One of the most deliberate interventional studies to examine the effect of dietary K+ on cardiovascular health was conducted a decade ago by Chang et al. (9) in a population of elderly Taiwanese male veterans with normal renal function living in retirement communities. K+-enriched salt (49% NaCl-49% KCl) was provided to two kitchens (n = 635) and regular salt to three kitchens (n = 916); condiments such as soy sauce and monosodium glutamate were not restricted. Participants were studied over 31 mo. Intakes of Na+ and K+ were estimated on the basis of urinary excretion normalized to urine creatinine (UK/UCr, UNa/UCr) in ~25% of the participants: UNa/UCr decreased 10%, and UK/UCr increased 70%. At 30 mo, a 40% relative risk reduction in CVD mortality was evident, indicating that a minor adjustment in dietary salt intake, raising K+ 70% and lowering Na+ 10%, can have a major impact on CVD mortality. On the basis of the results of this study, a 2014 study in 282 hypertensive Tibetans living at high altitude asked whether a 65% NaCl-25% KCl-10% MgSO4 salt substitute could lower BP (71). After 3 mo, systolic and diastolic BPs (after adjustment for baseline and other variables) decreased ~8 and 3.5 mmHg, respectively, lending support to this simple approach to reduce BP in remote populations.

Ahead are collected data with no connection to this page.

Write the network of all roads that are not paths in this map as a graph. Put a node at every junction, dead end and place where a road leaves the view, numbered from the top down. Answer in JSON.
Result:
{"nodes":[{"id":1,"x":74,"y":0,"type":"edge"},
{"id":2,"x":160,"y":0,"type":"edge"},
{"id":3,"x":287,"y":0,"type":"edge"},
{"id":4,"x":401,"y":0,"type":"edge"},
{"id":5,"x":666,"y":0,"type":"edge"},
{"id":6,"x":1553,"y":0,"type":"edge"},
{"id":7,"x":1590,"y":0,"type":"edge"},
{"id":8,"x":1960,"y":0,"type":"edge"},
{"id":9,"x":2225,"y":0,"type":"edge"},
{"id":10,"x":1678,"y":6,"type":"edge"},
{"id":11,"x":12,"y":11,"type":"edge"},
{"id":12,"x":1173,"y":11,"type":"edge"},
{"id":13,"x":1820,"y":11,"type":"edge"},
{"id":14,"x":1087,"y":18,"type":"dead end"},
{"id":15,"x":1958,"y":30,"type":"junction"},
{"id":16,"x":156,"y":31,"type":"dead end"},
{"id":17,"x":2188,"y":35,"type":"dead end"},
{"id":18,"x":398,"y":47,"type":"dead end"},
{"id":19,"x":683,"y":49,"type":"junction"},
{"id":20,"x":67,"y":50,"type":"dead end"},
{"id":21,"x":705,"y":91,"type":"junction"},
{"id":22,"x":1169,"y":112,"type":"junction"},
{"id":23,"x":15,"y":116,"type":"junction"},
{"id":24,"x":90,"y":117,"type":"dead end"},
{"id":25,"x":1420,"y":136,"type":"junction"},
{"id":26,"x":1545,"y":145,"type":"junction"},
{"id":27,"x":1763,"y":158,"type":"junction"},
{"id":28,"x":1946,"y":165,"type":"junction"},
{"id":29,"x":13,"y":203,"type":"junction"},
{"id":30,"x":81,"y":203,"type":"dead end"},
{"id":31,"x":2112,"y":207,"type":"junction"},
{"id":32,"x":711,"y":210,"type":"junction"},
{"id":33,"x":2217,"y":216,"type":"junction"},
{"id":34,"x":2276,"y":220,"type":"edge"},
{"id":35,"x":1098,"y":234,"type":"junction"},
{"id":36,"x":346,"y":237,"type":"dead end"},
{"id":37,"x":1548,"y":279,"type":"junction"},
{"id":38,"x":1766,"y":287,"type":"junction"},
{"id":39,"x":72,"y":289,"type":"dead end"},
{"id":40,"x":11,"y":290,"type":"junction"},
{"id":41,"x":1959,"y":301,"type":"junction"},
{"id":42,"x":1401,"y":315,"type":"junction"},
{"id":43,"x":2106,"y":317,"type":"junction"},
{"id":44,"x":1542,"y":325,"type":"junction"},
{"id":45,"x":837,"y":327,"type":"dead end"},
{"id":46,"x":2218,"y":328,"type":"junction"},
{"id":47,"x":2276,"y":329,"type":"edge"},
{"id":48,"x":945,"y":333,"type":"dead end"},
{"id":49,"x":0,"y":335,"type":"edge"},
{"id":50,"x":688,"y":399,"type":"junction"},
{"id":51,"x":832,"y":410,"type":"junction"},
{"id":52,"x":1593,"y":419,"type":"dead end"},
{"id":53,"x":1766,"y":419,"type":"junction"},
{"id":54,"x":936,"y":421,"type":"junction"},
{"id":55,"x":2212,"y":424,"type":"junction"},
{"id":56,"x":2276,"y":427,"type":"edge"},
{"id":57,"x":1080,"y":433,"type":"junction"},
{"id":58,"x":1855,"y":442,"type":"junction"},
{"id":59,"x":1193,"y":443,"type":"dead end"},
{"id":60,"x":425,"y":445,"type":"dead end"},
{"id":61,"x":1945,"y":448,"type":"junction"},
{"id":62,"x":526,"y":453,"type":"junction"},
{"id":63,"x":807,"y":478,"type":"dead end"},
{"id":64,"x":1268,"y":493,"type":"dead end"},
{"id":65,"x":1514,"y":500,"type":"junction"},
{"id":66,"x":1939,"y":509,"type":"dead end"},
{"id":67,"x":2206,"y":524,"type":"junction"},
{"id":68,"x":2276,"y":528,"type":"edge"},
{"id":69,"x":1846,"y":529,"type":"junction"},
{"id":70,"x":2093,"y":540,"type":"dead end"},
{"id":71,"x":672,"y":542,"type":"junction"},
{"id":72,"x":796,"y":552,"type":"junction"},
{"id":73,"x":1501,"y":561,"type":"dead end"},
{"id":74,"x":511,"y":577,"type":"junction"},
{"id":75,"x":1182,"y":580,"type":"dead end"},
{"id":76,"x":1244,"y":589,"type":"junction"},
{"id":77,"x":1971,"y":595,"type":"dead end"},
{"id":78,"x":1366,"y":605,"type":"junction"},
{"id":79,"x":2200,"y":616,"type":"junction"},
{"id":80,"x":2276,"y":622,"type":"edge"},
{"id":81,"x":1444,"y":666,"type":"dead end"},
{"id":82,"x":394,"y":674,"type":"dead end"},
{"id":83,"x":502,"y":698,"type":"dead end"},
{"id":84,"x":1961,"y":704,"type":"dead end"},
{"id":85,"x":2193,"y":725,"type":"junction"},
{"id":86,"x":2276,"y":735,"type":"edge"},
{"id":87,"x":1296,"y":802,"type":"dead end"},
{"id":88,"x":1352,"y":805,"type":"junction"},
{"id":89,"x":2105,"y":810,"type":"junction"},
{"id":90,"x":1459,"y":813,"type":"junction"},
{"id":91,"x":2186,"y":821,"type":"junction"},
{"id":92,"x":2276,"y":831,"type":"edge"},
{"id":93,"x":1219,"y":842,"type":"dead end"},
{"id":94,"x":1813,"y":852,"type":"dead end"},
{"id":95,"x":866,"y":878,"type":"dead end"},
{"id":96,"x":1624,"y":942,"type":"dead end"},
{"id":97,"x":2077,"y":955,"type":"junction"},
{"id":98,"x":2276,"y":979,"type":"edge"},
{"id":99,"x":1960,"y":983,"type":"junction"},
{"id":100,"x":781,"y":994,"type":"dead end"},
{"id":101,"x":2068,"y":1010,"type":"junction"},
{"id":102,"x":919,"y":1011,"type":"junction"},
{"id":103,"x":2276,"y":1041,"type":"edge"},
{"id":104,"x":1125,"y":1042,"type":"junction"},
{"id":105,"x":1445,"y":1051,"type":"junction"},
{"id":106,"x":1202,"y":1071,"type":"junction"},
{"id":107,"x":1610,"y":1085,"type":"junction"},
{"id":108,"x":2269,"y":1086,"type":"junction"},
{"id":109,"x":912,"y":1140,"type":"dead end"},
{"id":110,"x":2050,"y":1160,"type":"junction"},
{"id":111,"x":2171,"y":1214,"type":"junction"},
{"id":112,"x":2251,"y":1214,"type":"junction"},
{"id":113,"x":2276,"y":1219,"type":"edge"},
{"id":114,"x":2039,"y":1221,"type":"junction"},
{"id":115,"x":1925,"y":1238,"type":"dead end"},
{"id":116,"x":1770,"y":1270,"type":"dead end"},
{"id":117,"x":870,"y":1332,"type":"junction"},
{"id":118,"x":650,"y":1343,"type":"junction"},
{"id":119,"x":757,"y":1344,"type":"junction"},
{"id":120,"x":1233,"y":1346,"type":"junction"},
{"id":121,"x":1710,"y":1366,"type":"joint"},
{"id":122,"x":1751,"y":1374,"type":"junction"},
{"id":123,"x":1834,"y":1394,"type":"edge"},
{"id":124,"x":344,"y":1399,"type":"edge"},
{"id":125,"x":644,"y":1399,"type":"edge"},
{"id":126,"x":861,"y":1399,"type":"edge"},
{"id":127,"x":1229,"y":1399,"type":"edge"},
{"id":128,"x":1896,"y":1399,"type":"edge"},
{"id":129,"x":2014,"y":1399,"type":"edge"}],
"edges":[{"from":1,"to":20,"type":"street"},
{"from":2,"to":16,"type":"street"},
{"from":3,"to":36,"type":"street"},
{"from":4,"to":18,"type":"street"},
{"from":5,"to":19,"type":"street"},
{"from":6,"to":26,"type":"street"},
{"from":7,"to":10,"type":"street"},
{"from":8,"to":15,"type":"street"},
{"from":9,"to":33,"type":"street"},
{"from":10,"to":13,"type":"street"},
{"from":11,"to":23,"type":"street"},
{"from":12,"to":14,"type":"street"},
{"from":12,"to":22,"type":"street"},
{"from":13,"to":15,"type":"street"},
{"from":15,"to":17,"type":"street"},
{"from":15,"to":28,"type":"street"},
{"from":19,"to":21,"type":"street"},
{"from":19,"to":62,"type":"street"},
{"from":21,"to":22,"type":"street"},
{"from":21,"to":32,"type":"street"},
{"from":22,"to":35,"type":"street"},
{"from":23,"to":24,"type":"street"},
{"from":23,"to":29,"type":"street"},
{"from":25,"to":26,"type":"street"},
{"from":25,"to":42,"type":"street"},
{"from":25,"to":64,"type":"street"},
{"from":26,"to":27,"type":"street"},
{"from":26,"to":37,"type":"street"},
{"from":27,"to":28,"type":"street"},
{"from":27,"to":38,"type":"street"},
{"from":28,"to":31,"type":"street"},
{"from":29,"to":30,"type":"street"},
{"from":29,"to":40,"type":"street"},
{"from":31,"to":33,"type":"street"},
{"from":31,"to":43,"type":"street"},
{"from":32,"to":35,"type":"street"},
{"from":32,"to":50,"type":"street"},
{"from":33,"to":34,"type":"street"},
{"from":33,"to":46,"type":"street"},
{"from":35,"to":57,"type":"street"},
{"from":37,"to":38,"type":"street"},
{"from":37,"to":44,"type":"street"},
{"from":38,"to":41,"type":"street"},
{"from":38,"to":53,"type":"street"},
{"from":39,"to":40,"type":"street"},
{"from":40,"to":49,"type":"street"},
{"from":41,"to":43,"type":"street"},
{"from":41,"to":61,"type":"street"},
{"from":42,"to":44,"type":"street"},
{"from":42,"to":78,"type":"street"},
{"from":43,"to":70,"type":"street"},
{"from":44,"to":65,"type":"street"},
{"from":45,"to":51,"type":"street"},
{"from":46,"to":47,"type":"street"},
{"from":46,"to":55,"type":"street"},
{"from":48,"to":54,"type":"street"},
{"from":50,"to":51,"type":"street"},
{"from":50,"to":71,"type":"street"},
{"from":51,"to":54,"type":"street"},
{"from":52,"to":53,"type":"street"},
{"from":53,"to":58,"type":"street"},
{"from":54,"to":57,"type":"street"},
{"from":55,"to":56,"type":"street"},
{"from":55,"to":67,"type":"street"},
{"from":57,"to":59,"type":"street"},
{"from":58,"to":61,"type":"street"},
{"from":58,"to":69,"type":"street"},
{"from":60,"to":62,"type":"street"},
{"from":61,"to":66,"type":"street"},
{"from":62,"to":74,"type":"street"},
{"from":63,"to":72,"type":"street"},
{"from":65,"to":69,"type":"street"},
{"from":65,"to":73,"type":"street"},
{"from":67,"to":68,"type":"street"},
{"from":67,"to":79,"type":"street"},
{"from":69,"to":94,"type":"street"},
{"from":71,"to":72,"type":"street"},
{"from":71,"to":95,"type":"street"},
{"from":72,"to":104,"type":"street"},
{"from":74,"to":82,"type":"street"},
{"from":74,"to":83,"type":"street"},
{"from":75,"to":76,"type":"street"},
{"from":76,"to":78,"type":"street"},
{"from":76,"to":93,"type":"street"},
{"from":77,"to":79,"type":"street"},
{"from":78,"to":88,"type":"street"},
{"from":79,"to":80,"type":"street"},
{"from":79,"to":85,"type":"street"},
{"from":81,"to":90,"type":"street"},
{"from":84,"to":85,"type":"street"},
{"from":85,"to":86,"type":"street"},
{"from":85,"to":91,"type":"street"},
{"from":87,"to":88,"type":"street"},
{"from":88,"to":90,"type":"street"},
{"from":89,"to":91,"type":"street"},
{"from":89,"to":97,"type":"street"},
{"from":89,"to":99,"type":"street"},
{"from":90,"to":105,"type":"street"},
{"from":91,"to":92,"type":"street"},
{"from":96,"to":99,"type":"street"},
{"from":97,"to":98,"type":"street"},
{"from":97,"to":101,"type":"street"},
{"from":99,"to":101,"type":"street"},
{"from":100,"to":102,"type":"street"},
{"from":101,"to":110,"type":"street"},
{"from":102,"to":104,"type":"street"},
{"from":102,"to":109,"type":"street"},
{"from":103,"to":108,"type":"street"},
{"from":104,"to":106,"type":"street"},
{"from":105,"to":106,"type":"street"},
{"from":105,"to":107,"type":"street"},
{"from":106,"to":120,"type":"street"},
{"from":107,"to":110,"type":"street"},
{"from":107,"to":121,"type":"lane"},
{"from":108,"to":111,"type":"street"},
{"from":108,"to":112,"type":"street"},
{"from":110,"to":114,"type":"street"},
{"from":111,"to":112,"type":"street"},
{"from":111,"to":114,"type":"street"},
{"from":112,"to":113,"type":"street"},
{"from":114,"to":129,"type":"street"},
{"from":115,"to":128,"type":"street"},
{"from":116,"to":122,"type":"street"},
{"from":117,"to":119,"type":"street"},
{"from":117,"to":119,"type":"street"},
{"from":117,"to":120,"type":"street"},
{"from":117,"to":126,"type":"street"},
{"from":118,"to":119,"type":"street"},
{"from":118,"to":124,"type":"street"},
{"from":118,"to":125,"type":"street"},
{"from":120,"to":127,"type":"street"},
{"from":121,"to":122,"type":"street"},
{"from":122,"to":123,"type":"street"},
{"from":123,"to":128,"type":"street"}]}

A review of 52 studies conducted between 1990 and 2013 by Aaron and Sanders (1) concurs with the findings of the population and interventional studies discussed above. The authors do not provide a recommendation for a lower limit for Na+ or an upper limit for K+ consumption, but they do conclude that raising dietary K+ blunts the effects of high dietary Na+, especially in overweight and aging adults. They recommend a general strategy of modest Na+ restriction with increasing K+ intake to control BP, prevent kidney disease and stroke, and reduce CVD mortality.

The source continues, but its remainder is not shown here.